Handprint art is a really great activity because it uses minimal supplies, doesn’t take long to do and creates a lasting image of your tot’s precious hands!  If you search on-line for “handprint art” you will find hundreds of options that can fit any theme or occasion.  Whenever you do handprint art, be sure to write the date on the back (or age of your tot) for future reference.  Happy handprinting!!

Here’s one activity we did today from the Leaping Lilies curriculum

 This week’s Theme: Dinosaurs

Activity DescriptionHandprints Art (Sensory):  Make a dinosaur from your tot’s handprint (fingers are legs, palm is body, thumb is the neck & head) draw/paint on a face, claws, tail.  Embellish if desired.  Name the dinosaur [child’s name]asaurus.  (Ex.  Andrewasaurus, Monicasaurus)
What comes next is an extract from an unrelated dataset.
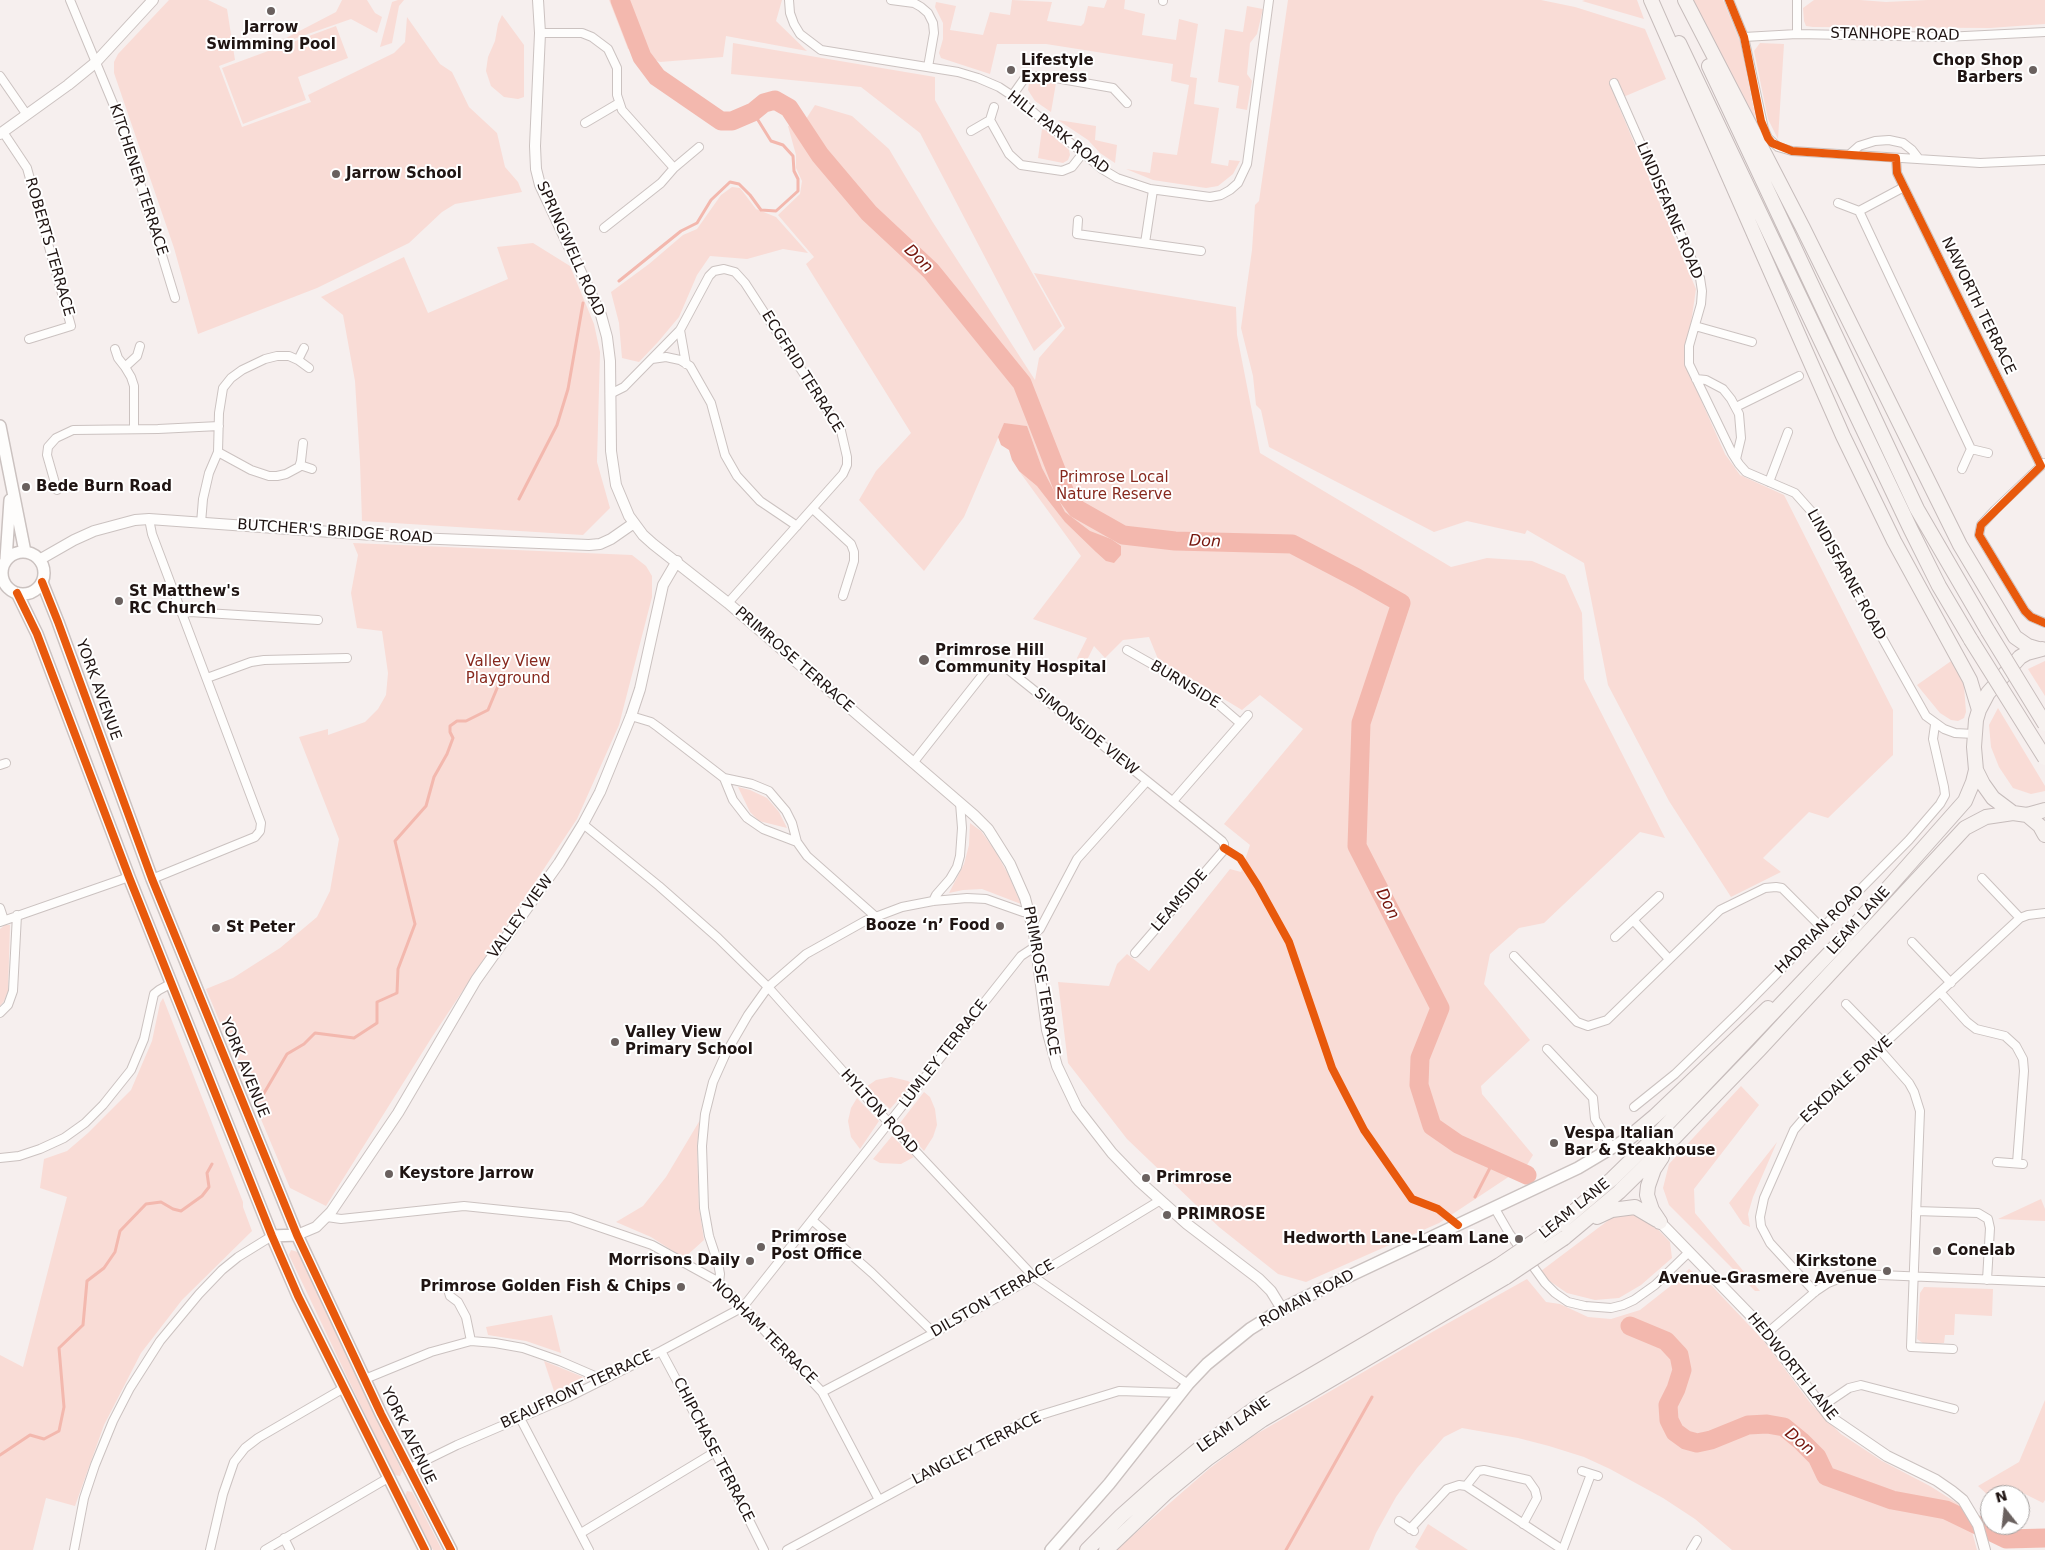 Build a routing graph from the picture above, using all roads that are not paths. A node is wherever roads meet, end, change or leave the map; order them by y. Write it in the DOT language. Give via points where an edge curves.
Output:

This Activity’s Main Area of  Development: Creative Skills

Specific Skill: Making a craft

O&M’s Ages (at the time of posting this): 2 years + 5 months

 

  • Preparation

– I showed the girls some images on the computer of the craft we were going to make

– I asked them to decide which art supplies we would need (click here to see a list of great craft supplies)

– They helped me get the supplies and get set up

 

  • Handprints (Step one)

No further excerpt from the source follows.